Bones UK – Bones UK CD (Sumerian)
For London-bred band Bones UK, every song is a chance to speak their minds, and to shed light on the disconnect between the status quo and the far more glorious world inside their heads. On their self-titled debut album, vocalist Rosie Bones and guitarist Carmen Vandenberg confront everything from the beauty industrial complex to toxic masculinity to music-scene sexism, embedding each track with choruses primed for passionate shouting-along. Bones UK offer up an album that’s both provocative and endlessly exhilarating, even in its most outraged moments. True to the L.A.-based band’s anti-conformist spirit, Bones UK unfolds with an entirely uncontainable sound, a riff-heavy collision of rock-and-roll and rough-edged electronic music. On opener “Beautiful Is Boring”, Bones UK bring artful riffs and sinister grooves to a feverish statement against societal expectations of beauty. [Vinyl edition due August 2.]

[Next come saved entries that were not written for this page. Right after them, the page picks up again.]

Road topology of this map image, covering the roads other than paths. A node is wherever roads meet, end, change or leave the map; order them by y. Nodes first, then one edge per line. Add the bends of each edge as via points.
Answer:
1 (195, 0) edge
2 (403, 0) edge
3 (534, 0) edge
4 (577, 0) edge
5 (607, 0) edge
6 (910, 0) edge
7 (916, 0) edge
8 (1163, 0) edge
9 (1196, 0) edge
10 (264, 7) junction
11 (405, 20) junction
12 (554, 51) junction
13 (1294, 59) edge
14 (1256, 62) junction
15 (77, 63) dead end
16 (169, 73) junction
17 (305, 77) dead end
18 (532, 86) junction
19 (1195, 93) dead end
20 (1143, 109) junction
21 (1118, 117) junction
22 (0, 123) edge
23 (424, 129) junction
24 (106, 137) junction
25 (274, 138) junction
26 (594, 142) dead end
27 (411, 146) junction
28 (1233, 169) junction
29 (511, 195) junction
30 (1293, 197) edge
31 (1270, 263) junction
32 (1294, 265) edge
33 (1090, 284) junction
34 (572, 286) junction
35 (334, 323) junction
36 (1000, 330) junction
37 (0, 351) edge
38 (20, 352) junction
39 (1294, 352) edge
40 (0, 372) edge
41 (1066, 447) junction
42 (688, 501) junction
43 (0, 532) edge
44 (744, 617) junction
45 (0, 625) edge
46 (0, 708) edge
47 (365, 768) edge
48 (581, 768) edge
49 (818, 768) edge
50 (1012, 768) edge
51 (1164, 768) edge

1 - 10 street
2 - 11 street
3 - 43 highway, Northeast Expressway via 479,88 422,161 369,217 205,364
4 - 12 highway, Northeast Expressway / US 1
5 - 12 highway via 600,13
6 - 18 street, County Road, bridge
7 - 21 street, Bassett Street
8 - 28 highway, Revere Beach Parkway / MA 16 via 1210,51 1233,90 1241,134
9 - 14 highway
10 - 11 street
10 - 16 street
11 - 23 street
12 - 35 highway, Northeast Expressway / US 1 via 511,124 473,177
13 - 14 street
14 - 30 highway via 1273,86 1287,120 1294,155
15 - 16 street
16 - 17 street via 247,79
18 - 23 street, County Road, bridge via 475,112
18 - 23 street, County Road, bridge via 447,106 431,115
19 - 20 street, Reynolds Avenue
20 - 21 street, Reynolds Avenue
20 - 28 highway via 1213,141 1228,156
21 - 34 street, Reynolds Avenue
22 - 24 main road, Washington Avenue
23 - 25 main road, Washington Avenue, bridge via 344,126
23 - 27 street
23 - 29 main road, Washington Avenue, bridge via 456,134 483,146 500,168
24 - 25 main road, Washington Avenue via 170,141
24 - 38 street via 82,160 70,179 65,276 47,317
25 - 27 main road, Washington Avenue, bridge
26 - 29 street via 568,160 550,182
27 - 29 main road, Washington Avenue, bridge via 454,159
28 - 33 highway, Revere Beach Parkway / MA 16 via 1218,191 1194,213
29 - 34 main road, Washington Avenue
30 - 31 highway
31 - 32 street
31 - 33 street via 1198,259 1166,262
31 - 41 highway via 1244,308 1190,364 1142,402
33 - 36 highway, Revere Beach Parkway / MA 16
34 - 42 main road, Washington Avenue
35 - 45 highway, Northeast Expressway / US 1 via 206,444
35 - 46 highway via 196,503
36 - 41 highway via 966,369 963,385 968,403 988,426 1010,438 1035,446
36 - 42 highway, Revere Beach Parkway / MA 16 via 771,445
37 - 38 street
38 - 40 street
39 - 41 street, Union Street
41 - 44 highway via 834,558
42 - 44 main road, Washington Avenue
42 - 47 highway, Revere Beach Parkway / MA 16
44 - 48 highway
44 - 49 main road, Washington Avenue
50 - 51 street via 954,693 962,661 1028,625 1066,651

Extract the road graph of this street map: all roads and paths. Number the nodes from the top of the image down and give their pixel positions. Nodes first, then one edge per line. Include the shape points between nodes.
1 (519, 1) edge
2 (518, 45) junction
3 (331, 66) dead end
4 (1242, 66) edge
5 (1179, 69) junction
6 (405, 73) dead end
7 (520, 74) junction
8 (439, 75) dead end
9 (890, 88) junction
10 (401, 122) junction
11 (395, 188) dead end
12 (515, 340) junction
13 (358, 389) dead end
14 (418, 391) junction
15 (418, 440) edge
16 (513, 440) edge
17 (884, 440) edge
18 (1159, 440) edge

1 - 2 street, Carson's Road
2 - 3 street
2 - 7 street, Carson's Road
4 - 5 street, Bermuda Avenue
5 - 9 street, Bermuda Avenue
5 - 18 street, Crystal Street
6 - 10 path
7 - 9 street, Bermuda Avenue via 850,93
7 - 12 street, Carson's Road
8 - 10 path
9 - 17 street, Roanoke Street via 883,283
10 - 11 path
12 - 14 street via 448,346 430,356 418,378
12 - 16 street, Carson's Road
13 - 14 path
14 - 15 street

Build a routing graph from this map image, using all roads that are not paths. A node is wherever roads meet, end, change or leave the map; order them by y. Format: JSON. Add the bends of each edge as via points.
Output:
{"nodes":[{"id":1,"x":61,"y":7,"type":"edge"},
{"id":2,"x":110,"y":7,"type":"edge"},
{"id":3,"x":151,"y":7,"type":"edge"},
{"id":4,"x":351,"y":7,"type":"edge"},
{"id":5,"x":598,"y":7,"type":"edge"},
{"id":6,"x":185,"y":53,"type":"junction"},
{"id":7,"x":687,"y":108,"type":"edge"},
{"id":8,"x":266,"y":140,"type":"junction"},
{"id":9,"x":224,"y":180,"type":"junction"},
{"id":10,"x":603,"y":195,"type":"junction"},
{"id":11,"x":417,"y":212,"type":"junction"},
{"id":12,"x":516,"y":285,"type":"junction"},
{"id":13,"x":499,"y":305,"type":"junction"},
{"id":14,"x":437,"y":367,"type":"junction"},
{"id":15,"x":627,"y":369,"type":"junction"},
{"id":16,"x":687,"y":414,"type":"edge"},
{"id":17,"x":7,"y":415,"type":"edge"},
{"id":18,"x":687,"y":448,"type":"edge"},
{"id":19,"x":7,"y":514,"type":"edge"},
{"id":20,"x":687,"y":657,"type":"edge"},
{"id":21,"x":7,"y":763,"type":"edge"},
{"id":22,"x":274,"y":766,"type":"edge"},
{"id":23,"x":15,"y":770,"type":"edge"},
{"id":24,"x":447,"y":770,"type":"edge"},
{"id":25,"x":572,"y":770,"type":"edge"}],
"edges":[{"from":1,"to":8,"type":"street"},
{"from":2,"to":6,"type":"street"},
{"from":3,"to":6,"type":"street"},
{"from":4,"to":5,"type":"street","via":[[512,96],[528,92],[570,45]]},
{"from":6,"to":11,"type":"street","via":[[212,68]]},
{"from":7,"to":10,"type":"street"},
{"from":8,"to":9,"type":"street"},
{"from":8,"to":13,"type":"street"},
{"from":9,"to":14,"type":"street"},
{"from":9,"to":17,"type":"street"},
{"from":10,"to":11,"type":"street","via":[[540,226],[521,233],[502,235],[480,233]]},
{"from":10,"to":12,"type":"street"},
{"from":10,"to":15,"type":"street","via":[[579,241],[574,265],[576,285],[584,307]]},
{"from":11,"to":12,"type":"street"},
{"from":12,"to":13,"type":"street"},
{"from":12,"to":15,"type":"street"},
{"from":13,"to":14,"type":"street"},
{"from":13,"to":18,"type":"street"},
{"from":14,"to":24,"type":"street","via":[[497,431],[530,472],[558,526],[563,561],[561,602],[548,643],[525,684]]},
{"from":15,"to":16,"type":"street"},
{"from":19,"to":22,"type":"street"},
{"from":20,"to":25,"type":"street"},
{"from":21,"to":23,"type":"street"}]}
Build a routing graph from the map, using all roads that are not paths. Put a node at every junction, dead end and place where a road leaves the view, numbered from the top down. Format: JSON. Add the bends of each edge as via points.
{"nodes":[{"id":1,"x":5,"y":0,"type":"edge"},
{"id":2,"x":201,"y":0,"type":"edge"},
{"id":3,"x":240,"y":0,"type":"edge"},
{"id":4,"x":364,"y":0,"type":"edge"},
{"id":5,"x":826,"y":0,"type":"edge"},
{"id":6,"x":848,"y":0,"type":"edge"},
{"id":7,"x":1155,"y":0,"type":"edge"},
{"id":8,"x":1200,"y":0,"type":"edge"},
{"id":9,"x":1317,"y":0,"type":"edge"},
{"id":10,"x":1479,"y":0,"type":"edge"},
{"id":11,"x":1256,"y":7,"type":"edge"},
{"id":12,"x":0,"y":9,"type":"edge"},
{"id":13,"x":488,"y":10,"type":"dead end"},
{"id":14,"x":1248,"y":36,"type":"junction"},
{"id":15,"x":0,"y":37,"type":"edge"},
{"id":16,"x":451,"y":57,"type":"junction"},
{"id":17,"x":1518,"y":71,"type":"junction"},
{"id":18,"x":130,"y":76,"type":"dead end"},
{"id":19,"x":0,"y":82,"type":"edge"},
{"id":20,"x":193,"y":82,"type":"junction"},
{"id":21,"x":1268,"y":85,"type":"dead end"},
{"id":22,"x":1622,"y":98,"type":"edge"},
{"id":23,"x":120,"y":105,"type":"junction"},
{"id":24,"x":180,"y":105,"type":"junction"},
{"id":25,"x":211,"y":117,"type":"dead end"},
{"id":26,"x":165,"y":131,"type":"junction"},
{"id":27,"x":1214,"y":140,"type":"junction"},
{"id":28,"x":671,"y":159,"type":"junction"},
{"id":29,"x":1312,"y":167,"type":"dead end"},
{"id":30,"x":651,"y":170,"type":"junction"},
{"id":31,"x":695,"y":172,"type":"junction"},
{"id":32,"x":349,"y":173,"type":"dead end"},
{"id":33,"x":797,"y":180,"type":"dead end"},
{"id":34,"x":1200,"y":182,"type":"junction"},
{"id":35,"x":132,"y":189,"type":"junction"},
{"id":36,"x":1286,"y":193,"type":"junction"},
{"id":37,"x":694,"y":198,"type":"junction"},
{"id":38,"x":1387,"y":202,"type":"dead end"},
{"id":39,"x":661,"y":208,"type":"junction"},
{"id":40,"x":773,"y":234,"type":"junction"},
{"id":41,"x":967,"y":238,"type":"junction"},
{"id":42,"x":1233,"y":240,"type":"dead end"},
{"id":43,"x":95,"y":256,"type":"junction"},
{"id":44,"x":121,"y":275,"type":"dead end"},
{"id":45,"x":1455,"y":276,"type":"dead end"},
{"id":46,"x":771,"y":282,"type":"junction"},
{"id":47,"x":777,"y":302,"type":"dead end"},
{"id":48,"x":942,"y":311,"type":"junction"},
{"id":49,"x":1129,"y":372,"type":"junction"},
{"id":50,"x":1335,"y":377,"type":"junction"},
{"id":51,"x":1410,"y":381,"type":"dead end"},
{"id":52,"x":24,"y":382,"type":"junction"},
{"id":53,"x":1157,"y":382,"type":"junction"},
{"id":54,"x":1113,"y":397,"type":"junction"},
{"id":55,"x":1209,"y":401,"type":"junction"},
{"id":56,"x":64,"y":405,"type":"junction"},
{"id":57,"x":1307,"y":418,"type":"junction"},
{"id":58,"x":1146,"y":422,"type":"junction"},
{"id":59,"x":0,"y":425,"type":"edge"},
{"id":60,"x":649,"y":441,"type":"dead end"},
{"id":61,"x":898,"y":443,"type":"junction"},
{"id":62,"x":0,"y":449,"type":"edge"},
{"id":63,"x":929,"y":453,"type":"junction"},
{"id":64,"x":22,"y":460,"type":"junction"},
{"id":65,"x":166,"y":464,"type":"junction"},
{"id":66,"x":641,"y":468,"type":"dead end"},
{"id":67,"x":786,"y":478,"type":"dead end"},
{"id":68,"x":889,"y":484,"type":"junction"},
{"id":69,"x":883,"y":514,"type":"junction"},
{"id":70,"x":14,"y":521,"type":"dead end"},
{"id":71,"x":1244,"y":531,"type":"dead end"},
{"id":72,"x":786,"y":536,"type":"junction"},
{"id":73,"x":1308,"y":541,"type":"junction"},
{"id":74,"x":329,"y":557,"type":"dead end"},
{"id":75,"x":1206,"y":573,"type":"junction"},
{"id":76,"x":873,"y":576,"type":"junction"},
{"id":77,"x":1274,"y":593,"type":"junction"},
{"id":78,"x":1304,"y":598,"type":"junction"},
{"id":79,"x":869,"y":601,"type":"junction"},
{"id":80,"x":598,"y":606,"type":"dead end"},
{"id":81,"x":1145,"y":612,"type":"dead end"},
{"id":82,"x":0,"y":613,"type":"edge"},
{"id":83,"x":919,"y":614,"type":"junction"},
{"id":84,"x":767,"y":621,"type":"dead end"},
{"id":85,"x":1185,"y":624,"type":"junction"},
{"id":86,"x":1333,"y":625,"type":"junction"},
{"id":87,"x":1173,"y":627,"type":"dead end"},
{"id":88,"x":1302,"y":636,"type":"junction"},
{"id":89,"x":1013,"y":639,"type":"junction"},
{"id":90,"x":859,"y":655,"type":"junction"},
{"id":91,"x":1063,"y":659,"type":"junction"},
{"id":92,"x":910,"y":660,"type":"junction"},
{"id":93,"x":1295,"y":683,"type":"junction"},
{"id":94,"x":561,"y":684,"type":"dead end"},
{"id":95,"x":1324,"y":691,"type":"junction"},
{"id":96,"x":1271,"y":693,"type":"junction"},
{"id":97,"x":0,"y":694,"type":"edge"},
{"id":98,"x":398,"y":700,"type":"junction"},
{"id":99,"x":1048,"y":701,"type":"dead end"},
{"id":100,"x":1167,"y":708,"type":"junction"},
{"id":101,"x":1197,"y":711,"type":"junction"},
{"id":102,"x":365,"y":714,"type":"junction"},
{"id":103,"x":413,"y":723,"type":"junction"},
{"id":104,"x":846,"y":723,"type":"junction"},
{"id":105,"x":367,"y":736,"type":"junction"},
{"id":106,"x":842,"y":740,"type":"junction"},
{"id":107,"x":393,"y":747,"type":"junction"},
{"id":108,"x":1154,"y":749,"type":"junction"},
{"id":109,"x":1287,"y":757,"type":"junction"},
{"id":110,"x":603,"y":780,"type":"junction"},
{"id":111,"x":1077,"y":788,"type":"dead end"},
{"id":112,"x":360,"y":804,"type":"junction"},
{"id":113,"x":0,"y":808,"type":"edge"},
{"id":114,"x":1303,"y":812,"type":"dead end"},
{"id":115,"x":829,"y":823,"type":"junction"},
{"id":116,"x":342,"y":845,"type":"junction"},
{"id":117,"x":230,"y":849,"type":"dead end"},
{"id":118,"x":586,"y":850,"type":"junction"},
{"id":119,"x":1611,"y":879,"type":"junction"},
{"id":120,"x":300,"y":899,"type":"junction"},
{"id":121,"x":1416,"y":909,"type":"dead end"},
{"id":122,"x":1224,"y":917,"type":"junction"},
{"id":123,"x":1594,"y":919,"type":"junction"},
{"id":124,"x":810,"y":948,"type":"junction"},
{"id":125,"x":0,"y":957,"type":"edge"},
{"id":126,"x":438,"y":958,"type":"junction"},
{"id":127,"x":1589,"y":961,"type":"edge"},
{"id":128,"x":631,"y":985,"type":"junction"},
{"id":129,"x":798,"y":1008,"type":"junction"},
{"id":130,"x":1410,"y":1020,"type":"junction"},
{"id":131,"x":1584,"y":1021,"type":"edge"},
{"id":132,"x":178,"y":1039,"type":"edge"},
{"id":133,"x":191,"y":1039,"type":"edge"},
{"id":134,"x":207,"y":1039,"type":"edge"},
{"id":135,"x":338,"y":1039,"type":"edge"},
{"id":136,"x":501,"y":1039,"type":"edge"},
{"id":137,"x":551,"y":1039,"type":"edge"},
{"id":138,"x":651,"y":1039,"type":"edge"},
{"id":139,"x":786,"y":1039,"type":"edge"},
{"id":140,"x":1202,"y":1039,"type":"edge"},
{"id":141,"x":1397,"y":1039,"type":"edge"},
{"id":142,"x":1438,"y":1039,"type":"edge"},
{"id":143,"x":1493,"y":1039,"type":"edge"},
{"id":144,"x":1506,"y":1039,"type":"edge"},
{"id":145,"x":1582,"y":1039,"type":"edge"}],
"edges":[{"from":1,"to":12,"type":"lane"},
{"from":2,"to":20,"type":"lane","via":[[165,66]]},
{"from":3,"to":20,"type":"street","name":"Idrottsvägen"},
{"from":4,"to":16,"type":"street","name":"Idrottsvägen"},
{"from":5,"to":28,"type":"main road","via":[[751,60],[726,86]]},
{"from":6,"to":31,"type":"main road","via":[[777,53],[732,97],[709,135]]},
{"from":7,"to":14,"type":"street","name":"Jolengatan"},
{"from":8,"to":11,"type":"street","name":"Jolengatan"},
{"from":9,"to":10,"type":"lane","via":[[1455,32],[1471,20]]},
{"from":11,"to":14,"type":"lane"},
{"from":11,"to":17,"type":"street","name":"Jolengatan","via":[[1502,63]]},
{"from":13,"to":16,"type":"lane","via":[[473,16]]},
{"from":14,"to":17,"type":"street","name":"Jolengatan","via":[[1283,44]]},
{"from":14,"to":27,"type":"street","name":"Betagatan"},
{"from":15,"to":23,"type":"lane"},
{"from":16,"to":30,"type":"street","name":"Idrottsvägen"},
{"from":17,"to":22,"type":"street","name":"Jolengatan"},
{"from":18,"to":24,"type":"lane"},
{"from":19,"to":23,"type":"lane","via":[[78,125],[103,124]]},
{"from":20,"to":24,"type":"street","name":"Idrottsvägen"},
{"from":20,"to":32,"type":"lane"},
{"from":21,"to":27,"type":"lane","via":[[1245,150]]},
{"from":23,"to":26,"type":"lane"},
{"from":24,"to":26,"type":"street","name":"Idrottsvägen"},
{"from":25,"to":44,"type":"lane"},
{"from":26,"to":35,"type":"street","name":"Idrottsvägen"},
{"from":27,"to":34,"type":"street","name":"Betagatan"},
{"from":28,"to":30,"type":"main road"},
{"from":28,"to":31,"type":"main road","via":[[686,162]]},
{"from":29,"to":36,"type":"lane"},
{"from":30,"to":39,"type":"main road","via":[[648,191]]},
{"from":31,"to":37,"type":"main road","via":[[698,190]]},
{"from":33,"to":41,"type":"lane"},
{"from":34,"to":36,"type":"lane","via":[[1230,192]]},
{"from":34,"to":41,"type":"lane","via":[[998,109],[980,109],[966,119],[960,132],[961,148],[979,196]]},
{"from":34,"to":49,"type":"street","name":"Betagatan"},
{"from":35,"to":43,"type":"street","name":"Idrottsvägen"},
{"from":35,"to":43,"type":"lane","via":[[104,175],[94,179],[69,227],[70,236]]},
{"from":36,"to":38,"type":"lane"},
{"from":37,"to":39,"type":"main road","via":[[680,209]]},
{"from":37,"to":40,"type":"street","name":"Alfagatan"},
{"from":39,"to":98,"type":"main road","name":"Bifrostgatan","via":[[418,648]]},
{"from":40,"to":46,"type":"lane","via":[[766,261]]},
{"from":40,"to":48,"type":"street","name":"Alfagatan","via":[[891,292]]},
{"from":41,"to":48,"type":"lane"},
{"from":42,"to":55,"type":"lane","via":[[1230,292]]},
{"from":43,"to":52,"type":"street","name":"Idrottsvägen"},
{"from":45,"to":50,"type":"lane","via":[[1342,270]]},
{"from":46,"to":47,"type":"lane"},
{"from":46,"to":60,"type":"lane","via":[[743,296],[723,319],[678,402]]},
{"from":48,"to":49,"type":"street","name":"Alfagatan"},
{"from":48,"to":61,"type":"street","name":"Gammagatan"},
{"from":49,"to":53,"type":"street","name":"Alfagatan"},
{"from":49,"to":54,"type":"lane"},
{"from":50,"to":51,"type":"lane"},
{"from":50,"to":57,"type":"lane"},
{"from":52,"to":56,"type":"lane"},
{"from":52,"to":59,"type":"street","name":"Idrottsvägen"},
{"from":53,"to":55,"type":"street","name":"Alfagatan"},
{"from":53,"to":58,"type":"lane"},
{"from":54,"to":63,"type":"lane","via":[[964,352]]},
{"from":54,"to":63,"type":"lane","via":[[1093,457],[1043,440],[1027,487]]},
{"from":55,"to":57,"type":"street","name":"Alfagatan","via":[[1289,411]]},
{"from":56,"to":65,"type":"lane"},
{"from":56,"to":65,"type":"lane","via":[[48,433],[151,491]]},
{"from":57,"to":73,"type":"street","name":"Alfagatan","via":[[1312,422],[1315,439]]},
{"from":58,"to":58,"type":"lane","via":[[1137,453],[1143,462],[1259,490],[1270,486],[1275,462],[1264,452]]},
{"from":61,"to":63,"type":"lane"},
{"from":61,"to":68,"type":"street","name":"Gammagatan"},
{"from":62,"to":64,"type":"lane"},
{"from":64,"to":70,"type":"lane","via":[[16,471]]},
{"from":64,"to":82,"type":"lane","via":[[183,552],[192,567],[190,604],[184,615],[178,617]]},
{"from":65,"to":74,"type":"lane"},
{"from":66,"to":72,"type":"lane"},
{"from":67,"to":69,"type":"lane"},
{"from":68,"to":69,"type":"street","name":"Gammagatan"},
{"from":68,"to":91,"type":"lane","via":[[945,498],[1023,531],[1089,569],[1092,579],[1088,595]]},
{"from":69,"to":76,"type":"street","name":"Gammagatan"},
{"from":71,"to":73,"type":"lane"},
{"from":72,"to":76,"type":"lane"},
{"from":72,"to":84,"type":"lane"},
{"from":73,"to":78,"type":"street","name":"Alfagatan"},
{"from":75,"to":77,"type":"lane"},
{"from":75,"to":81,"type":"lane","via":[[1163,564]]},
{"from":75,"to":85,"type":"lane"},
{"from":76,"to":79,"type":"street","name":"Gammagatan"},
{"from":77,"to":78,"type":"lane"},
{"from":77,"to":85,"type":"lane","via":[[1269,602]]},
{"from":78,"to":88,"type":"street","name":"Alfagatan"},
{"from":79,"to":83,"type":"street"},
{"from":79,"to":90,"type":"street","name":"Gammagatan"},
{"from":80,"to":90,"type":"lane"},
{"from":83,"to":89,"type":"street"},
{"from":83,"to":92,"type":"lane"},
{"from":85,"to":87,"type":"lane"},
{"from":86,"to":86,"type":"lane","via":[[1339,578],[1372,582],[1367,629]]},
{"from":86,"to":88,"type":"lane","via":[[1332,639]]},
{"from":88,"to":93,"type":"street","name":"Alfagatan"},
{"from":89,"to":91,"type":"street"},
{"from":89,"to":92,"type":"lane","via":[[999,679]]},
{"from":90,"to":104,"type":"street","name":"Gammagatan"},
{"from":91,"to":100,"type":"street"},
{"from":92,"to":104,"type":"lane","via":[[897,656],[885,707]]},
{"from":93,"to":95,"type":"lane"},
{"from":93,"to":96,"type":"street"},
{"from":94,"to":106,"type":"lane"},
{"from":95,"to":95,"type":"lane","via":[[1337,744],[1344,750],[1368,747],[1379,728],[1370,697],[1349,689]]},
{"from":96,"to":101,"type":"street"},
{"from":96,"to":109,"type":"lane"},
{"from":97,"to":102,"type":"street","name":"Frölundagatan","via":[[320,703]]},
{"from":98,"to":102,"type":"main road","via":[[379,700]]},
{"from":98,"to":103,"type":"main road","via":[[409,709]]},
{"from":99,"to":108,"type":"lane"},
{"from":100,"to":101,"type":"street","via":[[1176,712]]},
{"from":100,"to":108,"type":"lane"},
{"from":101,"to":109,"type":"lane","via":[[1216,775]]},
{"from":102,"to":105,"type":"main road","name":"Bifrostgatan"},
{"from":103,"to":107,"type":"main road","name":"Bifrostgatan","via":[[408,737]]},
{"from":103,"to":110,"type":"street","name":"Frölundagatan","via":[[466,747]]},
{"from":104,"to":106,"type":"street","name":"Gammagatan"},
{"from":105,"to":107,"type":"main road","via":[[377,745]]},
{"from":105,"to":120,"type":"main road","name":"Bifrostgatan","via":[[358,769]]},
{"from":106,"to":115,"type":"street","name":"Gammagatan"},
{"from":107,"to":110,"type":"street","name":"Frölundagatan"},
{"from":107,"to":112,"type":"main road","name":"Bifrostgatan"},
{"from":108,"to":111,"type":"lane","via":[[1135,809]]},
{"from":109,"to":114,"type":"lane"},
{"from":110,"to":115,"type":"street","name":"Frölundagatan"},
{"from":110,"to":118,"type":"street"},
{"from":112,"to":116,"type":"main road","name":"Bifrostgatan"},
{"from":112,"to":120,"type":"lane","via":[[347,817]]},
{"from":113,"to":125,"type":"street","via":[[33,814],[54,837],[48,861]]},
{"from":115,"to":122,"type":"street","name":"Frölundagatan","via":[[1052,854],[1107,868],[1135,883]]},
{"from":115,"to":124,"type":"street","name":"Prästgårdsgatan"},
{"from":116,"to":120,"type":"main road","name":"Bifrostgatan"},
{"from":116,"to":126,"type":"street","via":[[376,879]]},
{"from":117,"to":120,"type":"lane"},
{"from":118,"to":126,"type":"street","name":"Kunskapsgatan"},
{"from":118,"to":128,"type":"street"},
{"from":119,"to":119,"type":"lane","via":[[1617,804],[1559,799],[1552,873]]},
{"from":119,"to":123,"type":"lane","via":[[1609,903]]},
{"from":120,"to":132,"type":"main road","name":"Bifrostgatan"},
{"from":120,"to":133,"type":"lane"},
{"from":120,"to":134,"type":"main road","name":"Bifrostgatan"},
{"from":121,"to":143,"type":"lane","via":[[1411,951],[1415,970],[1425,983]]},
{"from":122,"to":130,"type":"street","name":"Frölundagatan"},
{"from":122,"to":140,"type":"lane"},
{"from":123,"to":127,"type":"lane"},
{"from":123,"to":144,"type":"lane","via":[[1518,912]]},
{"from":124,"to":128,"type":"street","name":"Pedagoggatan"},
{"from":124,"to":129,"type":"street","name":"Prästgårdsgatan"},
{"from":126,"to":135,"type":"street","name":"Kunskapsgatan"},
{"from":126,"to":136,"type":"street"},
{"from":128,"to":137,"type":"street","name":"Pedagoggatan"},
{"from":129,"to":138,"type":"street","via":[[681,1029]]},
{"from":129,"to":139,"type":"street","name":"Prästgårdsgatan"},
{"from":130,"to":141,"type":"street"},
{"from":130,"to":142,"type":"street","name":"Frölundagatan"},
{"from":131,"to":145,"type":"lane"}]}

Calexico/Iron & Wine – Years To Burn CD/LP+MP3 (Sub Pop)
Calexico and Iron & Wine first made an artistic connection with In Ihe Reins, the 2005 EP that brought Sam Beam, Joey Burns and John Convertino together. The acclaimed collaboration introduced both acts to wider audiences and broadened Beam’s artistic horizons, but it was the shared experience of touring together in the tradition of Bob Dylan’s “Rolling Thunder Revue” that cemented the bond. Their metaphorical roads diverged in the years that followed, but they kept in touch and cross-pollinated where they could. Although they often talked about rekindling their collaboration in the studio and on stage, it wasn’t until 2018 that their schedules finally aligned. While Beam wrote all the songs for In the Reins, this recording features contributions from both Beam and Burns. While the two may have taken differing approaches to songwriting, the spirit of collaboration was alive and well in the studio; Sam shared demos ahead of time and was ready for the others to contribute with arrangement ideas and instrumental parts, while Joey spontaneous as ever, came in with concepts and an eagerness to improvise.